▶ [WHAT YOU NEED TO DO]: Out of the material that follows, write out exactly the lines from the line with "index mcp: (305, 260)" to the line with "pinky tip: (321, 339)", both ends included, and no others.
##### MATERIAL FOR THIS TASK #####
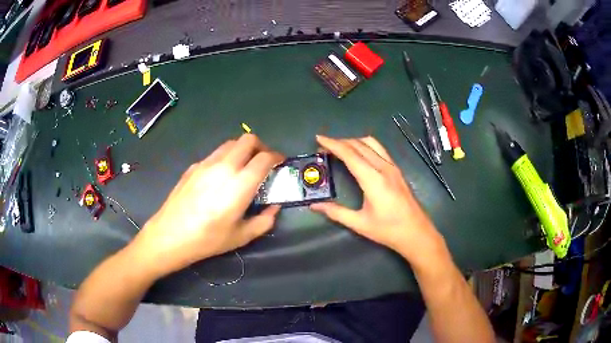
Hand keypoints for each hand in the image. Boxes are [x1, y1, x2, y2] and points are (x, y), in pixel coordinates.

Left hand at [134, 134, 282, 275]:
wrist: (171, 234)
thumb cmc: (208, 239)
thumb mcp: (242, 236)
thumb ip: (264, 220)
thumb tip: (274, 208)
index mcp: (240, 184)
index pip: (264, 157)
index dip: (276, 157)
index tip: (280, 163)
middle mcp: (224, 166)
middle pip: (248, 140)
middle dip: (261, 146)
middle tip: (263, 161)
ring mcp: (206, 163)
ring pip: (230, 143)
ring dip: (242, 149)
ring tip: (243, 167)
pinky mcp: (193, 166)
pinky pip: (215, 154)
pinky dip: (225, 158)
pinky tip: (220, 177)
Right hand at [310, 135, 445, 265]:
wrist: (416, 233)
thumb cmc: (388, 230)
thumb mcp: (359, 223)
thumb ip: (336, 212)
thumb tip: (315, 206)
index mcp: (374, 180)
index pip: (350, 154)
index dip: (333, 144)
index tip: (319, 138)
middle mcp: (384, 168)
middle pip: (359, 145)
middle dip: (340, 141)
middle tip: (324, 147)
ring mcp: (393, 167)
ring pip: (371, 143)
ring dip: (353, 141)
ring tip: (340, 148)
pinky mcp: (397, 170)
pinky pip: (379, 149)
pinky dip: (364, 146)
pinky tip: (359, 154)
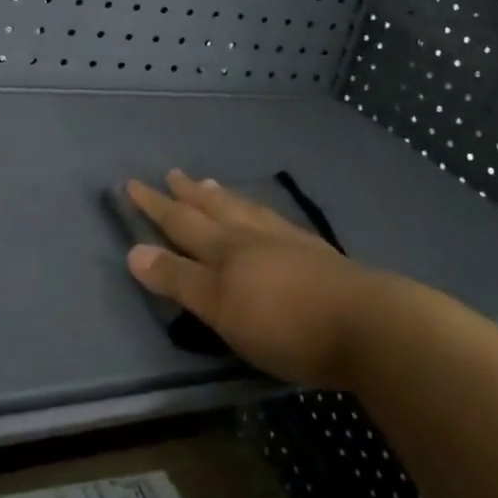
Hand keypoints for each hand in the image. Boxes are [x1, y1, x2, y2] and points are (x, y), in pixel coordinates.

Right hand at [125, 171, 377, 388]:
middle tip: (173, 173)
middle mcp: (252, 237)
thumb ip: (179, 280)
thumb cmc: (284, 323)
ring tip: (212, 185)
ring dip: (224, 198)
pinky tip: (268, 217)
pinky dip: (260, 213)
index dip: (155, 205)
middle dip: (188, 194)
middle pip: (213, 210)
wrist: (365, 324)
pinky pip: (276, 221)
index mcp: (226, 250)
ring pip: (246, 210)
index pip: (181, 222)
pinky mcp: (317, 254)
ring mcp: (287, 242)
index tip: (132, 184)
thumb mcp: (221, 309)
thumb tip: (133, 250)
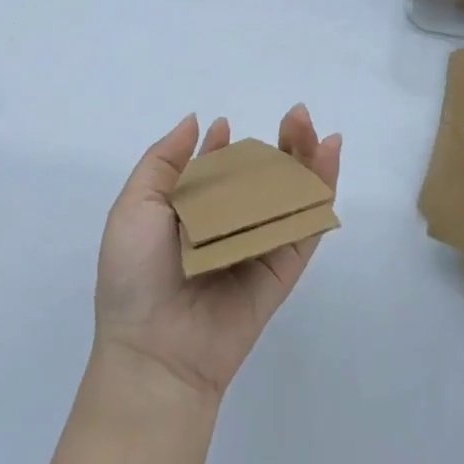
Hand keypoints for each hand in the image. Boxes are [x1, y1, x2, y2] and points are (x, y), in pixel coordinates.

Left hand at [93, 105, 341, 401]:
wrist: (156, 349)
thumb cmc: (136, 275)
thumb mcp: (134, 207)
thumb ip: (164, 161)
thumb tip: (195, 120)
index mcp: (195, 214)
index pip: (219, 171)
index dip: (224, 146)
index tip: (223, 126)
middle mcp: (232, 225)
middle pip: (265, 175)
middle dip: (281, 141)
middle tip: (294, 114)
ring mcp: (262, 243)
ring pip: (293, 191)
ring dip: (306, 154)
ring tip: (309, 124)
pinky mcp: (286, 263)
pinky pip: (308, 222)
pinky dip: (323, 186)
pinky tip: (328, 153)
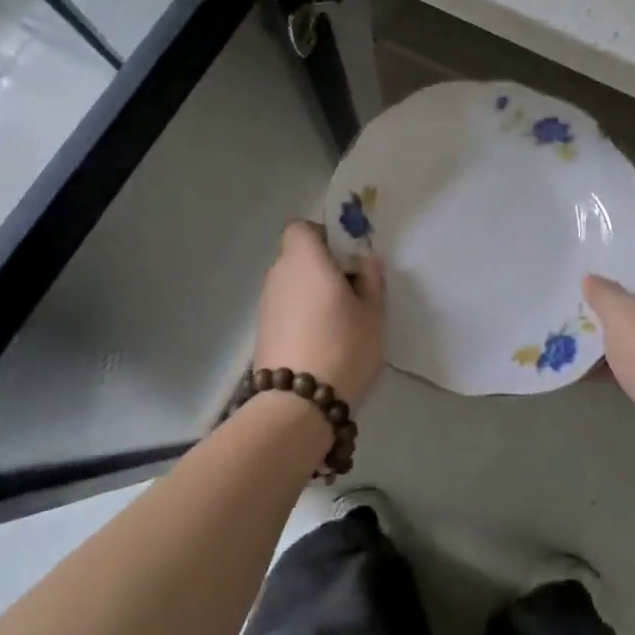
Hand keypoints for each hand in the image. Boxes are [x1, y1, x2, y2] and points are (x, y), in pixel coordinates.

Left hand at [253, 221, 385, 407]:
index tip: (345, 256)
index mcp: (305, 260)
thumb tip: (366, 259)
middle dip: (321, 265)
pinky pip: (285, 307)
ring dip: (310, 291)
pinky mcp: (262, 331)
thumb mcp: (372, 313)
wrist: (297, 406)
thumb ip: (370, 280)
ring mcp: (266, 304)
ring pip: (291, 283)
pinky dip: (300, 314)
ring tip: (338, 318)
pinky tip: (321, 339)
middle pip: (297, 255)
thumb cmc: (343, 347)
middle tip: (350, 288)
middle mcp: (279, 274)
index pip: (301, 228)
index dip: (322, 235)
#####
▶ [RESULT OF THE TASK]:
index mcp: (305, 260)
thumb tip: (366, 259)
middle dip: (321, 265)
pinky pip: (285, 307)
ring dip: (310, 291)
pinky mcp: (262, 331)
thumb mcp: (372, 313)
wrist: (297, 406)
thumb ip: (370, 280)
ring mcp: (266, 304)
ring pip: (291, 283)
pinky dip: (300, 314)
ring tip: (338, 318)
pinky tip: (321, 339)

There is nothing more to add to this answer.